## What you will do
Whenever a line in the material below contains "Прикордонників", copy that line.

## Dataset records
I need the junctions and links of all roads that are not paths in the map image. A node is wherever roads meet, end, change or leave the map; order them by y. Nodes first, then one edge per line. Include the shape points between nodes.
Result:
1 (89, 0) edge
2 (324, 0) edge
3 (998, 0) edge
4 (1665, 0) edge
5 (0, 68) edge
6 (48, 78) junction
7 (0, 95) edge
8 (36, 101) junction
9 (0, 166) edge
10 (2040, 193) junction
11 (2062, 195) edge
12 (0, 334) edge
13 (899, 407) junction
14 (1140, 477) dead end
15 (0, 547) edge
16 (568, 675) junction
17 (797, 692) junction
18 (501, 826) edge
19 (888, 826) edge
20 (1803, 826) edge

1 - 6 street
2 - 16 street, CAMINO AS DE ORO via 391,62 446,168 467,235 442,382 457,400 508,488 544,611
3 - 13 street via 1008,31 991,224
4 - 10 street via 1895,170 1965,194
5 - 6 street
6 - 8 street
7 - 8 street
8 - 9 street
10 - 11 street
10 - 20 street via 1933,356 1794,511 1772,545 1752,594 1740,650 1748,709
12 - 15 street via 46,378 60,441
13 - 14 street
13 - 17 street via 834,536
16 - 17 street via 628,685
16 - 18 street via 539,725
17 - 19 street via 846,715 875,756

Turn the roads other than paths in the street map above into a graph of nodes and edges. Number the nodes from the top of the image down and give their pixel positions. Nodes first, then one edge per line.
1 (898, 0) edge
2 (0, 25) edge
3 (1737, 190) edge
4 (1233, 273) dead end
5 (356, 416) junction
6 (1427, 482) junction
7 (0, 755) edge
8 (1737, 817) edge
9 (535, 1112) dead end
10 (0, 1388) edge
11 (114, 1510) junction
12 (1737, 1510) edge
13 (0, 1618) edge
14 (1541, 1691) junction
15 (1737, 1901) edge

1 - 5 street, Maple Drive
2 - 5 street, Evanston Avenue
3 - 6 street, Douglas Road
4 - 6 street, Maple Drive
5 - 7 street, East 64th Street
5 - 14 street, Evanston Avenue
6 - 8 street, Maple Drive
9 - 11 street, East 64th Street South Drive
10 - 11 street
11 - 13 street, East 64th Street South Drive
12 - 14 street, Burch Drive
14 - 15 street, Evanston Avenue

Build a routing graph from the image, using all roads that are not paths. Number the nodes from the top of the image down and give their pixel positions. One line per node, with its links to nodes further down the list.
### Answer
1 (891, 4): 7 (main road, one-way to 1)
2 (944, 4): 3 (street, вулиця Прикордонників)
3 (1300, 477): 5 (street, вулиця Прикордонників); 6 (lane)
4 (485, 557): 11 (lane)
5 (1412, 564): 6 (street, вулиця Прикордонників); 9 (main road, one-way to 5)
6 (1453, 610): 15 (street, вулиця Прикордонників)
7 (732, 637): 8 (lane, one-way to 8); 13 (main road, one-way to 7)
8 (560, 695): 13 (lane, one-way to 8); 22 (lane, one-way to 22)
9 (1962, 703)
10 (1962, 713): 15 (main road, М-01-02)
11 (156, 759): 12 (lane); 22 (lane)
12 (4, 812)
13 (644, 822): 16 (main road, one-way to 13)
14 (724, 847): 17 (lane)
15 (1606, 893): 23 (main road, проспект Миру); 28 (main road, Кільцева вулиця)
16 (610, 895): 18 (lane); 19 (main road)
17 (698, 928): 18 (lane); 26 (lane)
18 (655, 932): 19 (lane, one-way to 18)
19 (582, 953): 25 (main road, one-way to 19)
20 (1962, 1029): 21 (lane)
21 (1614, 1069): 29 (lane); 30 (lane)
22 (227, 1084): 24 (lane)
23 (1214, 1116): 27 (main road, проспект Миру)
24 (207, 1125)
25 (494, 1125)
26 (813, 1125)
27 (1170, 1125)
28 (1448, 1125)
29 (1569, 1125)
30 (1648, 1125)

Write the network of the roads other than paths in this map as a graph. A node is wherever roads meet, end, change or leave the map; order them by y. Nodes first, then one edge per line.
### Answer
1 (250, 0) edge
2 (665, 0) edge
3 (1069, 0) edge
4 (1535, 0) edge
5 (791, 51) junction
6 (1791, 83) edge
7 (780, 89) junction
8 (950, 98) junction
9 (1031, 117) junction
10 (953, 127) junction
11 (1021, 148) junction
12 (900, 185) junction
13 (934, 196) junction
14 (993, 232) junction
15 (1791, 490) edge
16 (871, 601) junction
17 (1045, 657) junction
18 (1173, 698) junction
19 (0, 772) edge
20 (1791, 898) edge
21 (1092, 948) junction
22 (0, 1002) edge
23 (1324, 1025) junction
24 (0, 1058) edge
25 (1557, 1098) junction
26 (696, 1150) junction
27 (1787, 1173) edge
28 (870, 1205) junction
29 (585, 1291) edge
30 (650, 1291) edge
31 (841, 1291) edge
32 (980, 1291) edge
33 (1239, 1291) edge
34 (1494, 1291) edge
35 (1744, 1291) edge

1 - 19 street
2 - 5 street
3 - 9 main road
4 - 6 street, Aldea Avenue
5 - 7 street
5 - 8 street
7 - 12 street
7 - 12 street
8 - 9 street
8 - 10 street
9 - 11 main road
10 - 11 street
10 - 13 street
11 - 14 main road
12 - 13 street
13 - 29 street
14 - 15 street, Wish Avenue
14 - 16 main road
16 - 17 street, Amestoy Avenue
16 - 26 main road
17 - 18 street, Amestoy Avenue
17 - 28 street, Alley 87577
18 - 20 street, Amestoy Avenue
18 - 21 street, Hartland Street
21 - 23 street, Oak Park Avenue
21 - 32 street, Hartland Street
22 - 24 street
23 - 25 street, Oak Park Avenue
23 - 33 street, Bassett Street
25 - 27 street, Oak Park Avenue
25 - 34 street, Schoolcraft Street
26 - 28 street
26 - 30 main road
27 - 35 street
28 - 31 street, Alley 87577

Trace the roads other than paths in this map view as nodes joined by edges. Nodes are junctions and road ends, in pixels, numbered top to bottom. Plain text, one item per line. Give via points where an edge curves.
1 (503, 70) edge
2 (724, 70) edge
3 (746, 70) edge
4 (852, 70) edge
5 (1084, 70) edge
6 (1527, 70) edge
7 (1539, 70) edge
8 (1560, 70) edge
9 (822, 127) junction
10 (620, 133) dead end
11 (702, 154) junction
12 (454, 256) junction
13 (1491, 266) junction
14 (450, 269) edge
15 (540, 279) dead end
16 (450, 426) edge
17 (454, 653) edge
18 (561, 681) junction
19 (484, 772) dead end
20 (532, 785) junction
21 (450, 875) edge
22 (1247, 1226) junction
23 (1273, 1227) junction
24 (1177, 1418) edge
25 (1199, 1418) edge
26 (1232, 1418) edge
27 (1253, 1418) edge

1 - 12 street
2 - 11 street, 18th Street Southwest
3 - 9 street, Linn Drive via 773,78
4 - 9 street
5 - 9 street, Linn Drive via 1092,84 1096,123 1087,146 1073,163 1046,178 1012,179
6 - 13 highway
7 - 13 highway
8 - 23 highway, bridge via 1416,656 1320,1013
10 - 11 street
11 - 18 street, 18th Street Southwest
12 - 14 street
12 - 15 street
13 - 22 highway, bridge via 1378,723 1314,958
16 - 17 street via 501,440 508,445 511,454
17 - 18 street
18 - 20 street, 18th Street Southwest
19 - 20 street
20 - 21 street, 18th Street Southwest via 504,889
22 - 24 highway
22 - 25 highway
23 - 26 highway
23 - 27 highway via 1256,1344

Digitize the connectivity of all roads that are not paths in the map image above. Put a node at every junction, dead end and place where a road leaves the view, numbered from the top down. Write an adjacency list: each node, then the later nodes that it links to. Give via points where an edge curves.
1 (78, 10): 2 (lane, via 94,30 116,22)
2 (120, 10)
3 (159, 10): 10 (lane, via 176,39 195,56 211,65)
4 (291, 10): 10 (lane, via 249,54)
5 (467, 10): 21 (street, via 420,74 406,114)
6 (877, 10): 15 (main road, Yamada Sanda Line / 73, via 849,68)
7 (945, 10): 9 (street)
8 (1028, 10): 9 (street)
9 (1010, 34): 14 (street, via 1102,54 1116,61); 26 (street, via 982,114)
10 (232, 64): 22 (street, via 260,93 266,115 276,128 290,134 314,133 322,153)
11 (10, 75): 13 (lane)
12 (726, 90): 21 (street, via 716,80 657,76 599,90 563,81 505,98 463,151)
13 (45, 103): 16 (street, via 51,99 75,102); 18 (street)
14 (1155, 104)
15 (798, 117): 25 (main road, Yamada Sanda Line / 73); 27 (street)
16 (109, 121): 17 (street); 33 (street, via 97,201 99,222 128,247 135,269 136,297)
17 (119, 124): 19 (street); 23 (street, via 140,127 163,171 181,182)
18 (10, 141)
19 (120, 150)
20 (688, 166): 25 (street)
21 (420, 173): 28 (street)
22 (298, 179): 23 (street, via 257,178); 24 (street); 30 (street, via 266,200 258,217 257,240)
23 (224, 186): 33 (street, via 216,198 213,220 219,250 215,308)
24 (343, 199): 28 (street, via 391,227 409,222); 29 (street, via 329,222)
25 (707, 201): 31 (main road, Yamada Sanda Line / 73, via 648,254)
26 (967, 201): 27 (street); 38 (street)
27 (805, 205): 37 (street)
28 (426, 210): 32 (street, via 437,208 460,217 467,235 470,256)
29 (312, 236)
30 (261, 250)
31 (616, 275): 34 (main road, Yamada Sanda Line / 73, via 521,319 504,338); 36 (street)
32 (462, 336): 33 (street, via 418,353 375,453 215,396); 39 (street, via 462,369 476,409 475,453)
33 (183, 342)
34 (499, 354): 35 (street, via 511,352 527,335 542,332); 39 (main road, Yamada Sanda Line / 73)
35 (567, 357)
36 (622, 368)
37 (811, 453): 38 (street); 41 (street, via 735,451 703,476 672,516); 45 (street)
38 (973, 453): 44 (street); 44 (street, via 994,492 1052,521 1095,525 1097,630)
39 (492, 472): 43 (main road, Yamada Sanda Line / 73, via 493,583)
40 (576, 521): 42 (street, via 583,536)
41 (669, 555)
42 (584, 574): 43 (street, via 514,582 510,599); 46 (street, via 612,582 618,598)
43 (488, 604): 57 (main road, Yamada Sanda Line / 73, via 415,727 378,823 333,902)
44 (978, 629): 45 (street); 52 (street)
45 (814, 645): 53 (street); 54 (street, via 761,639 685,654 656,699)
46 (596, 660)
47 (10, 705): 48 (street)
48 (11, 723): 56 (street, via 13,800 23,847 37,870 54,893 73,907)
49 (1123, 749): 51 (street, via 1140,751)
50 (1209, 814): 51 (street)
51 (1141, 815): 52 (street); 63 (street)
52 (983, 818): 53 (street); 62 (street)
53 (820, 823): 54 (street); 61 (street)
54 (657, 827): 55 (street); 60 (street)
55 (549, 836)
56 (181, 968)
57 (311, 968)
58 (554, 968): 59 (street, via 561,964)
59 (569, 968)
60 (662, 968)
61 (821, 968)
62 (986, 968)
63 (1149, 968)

## Exercise result
2 (944, 4): 3 (street, вулиця Прикордонників)
3 (1300, 477): 5 (street, вулиця Прикордонників); 6 (lane)
5 (1412, 564): 6 (street, вулиця Прикордонників); 9 (main road, one-way to 5)
6 (1453, 610): 15 (street, вулиця Прикордонників)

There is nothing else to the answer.